挨拶はしてくれるし、ちょいちょい話もするけど、すぐに立ち去ろうとする。そして、あれだけわたしに抱きついてきてきたのに、それが一切ない。あのときのキスのことも、うやむやなままだ。

なんだ、わたし何かしたっけ?

『あ、御幸先輩おはようございます』
「おーす」

ほら、こうしてすぐに去っていく。いつもならもう少し会話してくれるのに。 何か、嫌われることしたかな。

「なに落ち込んでんだよ?」
『倉持先輩…』
「おまえ最近元気なさすぎじゃね?フられたかー?ヒャハッ」
『フられ…たんですかね?告白してもないですけど』
「…まじでそっち系の悩みだったのかよ」
『すみません…』
「いやいーけど。どーせ御幸だろ?」
『…なんで分かるんですか』
「お前ら明らかに前より話してねーし」
『ですよねー…』
「お前から話しかければ?」
『話しかけようとすればすぐ行っちゃうんです』
「ふーん。
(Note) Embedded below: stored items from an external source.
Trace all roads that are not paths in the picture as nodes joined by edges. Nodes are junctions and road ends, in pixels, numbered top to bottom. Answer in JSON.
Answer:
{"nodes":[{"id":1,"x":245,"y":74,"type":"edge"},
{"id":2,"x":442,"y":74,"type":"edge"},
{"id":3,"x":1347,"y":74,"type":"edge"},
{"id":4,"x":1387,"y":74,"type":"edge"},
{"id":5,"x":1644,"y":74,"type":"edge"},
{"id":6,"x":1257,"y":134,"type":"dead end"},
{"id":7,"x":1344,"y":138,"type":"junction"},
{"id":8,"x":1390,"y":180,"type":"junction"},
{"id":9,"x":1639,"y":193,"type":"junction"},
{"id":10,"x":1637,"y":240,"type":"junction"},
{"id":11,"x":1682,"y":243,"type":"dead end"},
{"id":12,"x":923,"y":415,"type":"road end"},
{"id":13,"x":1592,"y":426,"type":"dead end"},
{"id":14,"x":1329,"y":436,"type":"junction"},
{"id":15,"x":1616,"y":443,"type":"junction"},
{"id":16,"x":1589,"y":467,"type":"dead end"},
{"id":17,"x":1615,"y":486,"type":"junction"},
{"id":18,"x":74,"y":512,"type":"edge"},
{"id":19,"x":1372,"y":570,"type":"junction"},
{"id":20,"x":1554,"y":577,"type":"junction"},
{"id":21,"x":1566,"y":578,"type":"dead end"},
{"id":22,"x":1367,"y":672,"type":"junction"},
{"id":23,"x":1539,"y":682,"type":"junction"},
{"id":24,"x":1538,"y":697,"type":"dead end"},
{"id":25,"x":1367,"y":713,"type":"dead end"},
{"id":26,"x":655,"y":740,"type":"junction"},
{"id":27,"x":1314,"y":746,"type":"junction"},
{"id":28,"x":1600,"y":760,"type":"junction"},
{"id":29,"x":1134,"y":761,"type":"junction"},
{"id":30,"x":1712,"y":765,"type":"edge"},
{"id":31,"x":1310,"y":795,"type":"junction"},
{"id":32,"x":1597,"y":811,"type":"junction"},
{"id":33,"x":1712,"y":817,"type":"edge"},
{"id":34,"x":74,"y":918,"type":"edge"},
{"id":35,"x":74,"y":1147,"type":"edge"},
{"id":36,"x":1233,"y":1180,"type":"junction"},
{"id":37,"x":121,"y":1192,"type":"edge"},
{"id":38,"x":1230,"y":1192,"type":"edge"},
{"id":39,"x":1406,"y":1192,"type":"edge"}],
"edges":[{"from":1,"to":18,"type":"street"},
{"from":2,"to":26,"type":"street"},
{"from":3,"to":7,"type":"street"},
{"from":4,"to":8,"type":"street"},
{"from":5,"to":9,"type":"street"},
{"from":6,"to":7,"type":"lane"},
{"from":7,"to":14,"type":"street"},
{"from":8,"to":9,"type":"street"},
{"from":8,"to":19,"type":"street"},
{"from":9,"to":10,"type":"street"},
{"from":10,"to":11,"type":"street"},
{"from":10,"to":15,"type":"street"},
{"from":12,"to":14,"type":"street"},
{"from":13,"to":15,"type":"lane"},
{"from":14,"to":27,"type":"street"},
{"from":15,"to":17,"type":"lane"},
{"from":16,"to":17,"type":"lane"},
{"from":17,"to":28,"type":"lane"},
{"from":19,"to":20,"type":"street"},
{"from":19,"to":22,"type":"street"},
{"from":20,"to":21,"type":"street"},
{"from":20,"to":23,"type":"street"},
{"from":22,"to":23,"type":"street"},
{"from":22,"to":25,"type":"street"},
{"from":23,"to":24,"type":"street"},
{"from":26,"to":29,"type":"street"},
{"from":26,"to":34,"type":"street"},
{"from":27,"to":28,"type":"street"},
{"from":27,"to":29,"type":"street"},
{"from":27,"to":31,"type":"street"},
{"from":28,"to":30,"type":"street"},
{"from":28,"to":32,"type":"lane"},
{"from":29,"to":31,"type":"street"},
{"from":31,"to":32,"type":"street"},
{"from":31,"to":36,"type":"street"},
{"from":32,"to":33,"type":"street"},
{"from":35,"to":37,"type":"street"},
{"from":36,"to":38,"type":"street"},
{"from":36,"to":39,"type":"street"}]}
あいつの考えてることよくわかんねー」
『…ですよね。倉持先輩くらい分かりやすかったらいいんですけど』
「テメ、馬鹿にしてんのか?」
『褒めてるんです』
「褒められた気がしねぇ」

倉持先輩に話を少しだけど聞いてもらえて、ちょっとだけすっきりした。 そのおかげで、御幸先輩に話しかける勇気まで湧いてきたってんだから倉持先輩すごい。

部活が終わったら御幸先輩は自主練してるから、それが終わるまで待ってよう。

『御幸先輩』

自主練が終わった御幸先輩に話しかける。さあ、どう来るか。

「おーなんだまだいたの?はやく帰れよー」

と言って寮の方に向かう先輩。逃がすか!

『ちょっとお話したいんですけどいいですか』
「んー?でも早く帰んないと遅くなるぜ?」

『なんで、わたしのこと避けるんですか』

話をはぐらかそうとするから、直球で言ってやった。今日という今日は、話をつけてやる。あんな一方的なキスは、曖昧にしたくない。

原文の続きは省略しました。